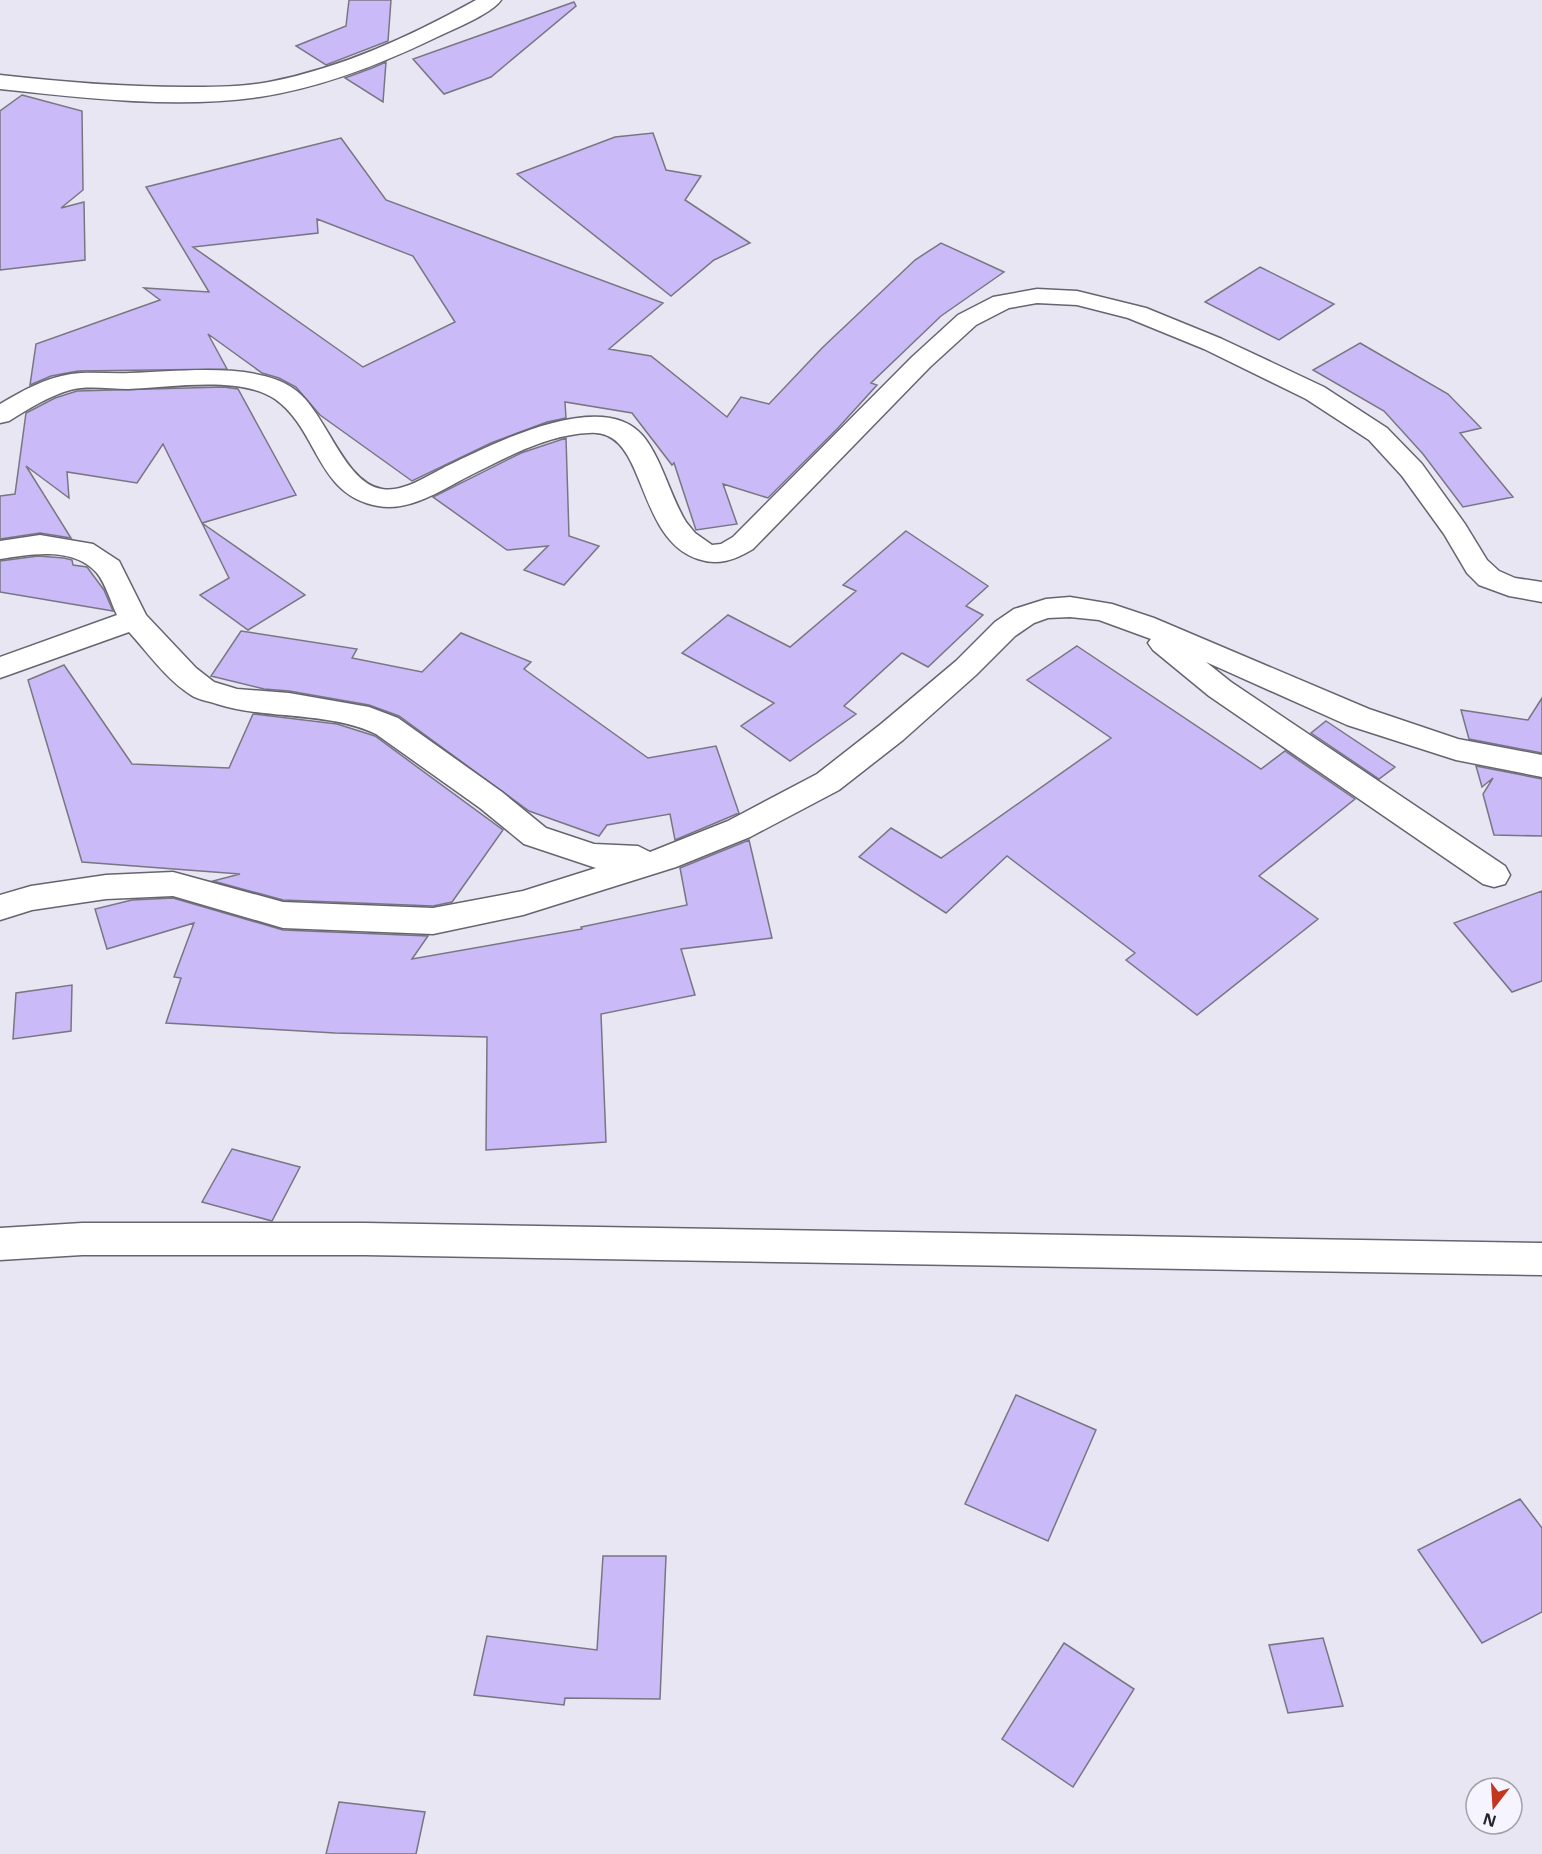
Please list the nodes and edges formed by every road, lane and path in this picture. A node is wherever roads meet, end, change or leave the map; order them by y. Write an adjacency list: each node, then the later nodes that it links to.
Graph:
1 (491, 0): 2 (street)
2 (0, 82)
3 (0, 415): 5 (street)
4 (0, 550): 6 (street)
5 (1542, 592)
6 (135, 620): 8 (street); 10 (street)
7 (1144, 625): 9 (street); 10 (street); 11 (street)
8 (0, 668)
9 (1542, 766)
10 (665, 859): 12 (street)
11 (1494, 875)
12 (0, 908)
13 (0, 1244): 14 (street)
14 (1542, 1259)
=======
• About this task
Would you please repeat all the data word for word, but without the pictures?

• Answer box
Please list the nodes and edges formed by every road, lane and path in this picture. A node is wherever roads meet, end, change or leave the map; order them by y. Write an adjacency list: each node, then the later nodes that it links to.
Graph:
1 (491, 0): 2 (street)
2 (0, 82)
3 (0, 415): 5 (street)
4 (0, 550): 6 (street)
5 (1542, 592)
6 (135, 620): 8 (street); 10 (street)
7 (1144, 625): 9 (street); 10 (street); 11 (street)
8 (0, 668)
9 (1542, 766)
10 (665, 859): 12 (street)
11 (1494, 875)
12 (0, 908)
13 (0, 1244): 14 (street)
14 (1542, 1259)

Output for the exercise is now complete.